Starve Acre – Bringing Folk Horror Home
Written by Zoe Crombie
Though terrifying, most of the more famous folk horror films keep the horror at what feels like a relatively safe distance from your own life. The terrors of the Pagan island of The Wicker Man, the insular Swedish community of Midsommar, and the 1600s New England woods of The VVitch are unlikely to crop up in everyday life in modern day Britain. So no matter how unsettled you feel when you leave the cinema, you can reassure yourself that as long as you don’t go on any strange rural excursions (or travel through time), you should be fine…
Director Daniel Kokotajlo shifts this signature folk horror unease right into the home with Starve Acre, a movie that keeps the dark magic lingering on your doorstep. Starring Matt Smith – an actor who’s proven himself to be surprisingly diverse in recent years – and Morfydd Clark as a couple whose family is seemingly haunted by an ancient oak tree on their land, this is a horror where much lurks under the surface.

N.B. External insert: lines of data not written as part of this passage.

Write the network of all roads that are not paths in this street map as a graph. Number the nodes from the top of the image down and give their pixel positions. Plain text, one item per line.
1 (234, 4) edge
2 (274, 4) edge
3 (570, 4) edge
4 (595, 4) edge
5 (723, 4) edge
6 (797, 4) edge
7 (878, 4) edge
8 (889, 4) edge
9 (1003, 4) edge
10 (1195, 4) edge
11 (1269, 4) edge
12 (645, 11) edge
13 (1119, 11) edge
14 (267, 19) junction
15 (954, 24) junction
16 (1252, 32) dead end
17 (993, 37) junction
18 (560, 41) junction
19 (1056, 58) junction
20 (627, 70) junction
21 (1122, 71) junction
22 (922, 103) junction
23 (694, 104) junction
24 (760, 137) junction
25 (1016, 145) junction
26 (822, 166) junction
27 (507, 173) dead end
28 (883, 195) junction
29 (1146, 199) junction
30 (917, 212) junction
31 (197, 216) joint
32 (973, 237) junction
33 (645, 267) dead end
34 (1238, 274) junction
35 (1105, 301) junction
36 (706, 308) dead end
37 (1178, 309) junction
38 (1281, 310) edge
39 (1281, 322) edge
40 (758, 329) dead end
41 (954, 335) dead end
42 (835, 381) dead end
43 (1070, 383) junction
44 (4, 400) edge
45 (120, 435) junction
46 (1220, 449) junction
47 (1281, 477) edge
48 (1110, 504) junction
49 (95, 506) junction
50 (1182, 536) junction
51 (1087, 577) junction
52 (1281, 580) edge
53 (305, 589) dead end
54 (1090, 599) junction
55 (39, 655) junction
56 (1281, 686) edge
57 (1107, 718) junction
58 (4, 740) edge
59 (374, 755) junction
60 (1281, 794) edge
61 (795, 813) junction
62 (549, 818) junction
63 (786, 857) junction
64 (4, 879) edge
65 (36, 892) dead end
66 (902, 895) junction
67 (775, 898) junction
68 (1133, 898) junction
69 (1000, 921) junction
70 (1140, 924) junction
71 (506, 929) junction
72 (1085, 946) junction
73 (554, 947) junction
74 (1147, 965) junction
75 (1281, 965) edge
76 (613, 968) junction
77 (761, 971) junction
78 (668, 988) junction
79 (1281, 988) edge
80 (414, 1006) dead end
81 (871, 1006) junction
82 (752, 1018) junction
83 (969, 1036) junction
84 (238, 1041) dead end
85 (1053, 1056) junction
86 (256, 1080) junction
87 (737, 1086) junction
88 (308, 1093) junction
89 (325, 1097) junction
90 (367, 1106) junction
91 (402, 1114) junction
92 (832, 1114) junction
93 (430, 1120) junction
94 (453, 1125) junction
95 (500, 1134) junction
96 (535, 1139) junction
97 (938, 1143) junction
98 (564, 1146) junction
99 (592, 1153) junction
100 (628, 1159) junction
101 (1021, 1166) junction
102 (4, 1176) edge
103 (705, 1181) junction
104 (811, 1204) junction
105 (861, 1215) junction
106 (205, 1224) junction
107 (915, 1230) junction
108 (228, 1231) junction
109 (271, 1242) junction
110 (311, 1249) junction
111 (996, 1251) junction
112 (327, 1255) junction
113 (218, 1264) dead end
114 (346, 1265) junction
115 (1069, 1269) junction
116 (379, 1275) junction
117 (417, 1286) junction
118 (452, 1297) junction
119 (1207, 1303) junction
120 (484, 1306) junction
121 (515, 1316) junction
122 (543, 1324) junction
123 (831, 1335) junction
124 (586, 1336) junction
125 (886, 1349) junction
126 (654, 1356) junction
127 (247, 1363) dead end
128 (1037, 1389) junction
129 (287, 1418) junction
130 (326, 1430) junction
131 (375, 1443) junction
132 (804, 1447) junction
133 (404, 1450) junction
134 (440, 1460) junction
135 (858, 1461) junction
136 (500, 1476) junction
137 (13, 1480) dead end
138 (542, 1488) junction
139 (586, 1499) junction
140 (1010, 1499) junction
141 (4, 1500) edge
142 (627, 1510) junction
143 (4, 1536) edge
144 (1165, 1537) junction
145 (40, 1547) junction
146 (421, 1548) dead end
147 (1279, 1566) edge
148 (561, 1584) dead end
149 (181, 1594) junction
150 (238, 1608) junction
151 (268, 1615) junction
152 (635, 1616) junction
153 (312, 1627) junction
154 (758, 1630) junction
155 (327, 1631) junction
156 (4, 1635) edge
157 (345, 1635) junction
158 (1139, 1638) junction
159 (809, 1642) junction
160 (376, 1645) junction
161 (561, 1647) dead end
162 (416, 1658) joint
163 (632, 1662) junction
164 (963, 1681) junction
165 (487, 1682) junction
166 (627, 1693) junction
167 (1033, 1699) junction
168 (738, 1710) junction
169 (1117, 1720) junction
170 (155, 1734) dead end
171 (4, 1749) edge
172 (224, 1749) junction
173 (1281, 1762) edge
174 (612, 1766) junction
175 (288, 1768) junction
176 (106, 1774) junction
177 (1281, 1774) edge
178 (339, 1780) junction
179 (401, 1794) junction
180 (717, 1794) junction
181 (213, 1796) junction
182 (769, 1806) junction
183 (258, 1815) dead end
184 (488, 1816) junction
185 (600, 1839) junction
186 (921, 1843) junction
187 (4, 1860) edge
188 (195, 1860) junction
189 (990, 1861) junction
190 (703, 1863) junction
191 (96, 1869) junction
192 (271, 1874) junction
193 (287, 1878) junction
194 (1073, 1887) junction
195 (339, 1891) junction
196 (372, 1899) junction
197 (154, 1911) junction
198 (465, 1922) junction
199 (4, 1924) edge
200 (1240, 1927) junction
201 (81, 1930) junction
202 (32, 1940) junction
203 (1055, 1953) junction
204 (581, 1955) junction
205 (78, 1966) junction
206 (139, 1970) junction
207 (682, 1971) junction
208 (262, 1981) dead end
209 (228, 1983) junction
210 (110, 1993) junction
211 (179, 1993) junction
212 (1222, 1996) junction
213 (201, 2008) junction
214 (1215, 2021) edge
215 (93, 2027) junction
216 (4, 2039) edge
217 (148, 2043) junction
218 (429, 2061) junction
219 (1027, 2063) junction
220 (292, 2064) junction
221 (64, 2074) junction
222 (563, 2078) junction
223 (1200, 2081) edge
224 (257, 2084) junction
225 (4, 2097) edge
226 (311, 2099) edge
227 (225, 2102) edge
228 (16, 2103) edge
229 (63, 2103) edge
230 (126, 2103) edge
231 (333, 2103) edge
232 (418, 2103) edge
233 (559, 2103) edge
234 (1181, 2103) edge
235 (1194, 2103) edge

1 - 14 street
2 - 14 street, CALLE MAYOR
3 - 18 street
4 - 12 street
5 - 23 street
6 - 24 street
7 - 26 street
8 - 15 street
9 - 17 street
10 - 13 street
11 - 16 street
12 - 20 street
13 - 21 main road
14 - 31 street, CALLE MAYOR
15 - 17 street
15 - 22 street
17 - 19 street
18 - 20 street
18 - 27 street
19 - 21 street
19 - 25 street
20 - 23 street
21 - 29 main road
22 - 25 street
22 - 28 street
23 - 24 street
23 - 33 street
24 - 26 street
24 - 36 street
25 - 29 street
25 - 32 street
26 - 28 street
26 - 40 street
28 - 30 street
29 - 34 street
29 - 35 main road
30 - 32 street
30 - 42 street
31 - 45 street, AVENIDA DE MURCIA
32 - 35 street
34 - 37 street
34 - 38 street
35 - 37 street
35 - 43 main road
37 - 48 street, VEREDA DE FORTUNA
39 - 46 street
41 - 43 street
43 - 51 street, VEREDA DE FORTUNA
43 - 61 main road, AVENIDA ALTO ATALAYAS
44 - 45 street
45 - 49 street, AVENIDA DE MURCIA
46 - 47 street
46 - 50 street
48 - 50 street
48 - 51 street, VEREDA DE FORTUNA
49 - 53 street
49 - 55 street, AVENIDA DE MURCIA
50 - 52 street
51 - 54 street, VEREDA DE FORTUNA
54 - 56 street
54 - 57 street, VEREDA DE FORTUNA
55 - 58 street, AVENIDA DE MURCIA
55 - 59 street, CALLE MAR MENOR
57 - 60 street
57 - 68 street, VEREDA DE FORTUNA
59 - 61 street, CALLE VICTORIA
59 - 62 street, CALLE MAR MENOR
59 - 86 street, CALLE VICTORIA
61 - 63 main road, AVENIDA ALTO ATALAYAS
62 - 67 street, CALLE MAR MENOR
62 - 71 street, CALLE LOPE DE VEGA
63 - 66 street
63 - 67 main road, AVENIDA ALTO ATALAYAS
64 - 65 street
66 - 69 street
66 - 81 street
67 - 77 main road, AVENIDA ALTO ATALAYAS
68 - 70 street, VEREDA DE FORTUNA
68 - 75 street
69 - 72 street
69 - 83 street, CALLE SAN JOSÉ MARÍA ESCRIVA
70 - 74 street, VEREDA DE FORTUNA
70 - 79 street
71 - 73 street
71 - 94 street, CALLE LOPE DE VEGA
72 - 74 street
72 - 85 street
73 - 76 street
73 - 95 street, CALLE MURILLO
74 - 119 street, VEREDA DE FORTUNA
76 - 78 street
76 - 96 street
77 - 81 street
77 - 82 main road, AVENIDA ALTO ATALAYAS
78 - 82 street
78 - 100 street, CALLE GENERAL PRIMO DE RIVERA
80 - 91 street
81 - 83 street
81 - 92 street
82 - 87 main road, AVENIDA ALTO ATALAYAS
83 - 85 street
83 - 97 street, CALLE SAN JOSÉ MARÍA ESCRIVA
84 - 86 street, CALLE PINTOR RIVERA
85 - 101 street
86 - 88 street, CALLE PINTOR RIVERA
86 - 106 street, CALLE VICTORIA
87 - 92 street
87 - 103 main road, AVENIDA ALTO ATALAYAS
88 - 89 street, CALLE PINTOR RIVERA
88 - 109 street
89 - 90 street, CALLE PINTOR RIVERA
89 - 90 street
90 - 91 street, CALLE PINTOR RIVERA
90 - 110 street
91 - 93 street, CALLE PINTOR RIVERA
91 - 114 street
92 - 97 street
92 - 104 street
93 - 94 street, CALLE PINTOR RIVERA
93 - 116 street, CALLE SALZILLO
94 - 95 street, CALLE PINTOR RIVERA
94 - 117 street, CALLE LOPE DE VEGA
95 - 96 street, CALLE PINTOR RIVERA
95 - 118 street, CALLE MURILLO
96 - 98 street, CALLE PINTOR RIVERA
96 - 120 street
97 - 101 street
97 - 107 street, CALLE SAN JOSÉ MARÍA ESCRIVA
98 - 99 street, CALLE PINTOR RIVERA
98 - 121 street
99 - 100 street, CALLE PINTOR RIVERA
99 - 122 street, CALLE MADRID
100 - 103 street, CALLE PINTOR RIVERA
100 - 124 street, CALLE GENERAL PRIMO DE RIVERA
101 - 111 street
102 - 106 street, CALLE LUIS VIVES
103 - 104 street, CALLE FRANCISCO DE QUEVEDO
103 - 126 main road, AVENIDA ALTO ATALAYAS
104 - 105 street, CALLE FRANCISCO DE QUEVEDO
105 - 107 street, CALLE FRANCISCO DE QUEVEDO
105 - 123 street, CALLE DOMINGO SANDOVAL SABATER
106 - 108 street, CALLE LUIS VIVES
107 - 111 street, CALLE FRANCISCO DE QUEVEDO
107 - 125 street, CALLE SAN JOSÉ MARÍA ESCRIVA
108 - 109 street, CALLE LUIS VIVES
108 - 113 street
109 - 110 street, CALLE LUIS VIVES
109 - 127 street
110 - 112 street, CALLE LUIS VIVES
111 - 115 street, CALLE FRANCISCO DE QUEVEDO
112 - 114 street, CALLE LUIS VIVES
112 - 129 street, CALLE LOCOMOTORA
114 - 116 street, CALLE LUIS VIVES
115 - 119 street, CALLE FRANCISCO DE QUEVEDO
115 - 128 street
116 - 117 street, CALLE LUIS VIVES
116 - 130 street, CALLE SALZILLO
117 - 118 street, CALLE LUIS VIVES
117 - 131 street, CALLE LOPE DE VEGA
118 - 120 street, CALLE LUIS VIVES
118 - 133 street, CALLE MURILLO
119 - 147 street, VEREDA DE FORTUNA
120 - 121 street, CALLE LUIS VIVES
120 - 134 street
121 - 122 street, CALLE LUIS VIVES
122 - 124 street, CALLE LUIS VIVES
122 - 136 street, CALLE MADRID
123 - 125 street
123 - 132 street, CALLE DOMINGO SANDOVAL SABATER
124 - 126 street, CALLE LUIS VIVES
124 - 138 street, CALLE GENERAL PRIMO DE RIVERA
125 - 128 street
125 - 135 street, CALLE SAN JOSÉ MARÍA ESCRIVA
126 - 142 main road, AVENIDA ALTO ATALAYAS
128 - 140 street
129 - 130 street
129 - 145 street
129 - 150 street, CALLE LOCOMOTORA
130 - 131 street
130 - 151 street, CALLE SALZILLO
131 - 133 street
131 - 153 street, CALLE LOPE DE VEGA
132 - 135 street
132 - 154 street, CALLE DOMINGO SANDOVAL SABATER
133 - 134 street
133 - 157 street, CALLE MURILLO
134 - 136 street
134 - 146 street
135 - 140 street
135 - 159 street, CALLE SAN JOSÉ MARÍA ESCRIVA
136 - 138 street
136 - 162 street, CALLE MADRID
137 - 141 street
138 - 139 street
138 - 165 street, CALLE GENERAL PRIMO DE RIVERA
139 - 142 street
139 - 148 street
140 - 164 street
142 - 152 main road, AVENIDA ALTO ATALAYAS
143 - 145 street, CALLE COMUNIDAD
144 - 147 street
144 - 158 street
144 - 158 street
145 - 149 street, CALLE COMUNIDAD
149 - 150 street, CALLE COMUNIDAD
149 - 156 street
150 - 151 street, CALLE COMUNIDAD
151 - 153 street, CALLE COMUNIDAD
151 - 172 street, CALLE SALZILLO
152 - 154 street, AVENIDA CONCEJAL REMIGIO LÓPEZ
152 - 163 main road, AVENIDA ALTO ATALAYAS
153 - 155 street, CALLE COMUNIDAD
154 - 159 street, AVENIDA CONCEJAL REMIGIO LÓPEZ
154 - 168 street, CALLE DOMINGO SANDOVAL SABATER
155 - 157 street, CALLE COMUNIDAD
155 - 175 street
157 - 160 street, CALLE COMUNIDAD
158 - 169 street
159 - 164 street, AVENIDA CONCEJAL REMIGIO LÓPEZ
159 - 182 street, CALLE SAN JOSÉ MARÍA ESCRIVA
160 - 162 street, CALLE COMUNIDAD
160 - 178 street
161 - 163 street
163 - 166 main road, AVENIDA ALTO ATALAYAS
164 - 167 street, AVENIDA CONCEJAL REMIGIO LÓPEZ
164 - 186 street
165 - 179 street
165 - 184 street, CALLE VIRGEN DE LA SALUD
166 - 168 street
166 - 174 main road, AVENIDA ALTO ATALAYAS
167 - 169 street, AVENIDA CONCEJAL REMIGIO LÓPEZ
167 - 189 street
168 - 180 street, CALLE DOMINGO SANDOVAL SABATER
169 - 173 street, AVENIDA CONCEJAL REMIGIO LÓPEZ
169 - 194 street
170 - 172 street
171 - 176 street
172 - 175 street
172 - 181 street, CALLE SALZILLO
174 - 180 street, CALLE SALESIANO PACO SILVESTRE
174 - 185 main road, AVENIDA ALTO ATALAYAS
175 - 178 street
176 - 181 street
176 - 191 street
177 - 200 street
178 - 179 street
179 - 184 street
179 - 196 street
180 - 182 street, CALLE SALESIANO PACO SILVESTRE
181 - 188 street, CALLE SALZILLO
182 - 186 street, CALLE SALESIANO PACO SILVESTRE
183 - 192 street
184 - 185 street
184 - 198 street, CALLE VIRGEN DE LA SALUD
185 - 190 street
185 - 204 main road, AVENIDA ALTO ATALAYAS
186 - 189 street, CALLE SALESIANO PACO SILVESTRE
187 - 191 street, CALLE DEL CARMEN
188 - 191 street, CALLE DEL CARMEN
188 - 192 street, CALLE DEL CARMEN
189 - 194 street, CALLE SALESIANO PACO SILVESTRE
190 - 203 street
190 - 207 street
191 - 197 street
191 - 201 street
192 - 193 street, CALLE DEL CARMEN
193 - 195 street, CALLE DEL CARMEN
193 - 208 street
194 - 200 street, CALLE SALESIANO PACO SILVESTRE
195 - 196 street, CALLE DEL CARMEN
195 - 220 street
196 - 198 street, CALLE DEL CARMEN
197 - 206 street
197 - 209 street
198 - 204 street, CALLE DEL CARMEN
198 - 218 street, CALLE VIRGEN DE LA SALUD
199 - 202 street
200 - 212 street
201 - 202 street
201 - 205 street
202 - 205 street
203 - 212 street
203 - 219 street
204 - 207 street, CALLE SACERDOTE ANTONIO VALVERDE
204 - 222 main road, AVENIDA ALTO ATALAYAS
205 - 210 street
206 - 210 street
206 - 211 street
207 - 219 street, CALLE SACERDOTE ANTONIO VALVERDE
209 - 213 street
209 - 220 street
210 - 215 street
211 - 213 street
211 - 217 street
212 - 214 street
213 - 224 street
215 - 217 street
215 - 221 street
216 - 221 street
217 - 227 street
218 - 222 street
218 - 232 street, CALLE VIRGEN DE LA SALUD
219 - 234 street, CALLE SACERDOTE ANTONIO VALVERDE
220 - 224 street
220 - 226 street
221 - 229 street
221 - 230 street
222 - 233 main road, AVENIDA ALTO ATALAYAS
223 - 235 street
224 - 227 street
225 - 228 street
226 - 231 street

Though it takes place in the 1970s – the prime folk horror years – it’s easy to feel that their isolated home in rural Yorkshire could be your very own, especially if you regularly frequent that not-so-far neck of the woods.
Starve Acre follows the recent renaissance of folk horror with a moors-drenched take on the genre, tonally leaning closer to the realistic trepidation that we’ve all felt from time to time - even in our own homes.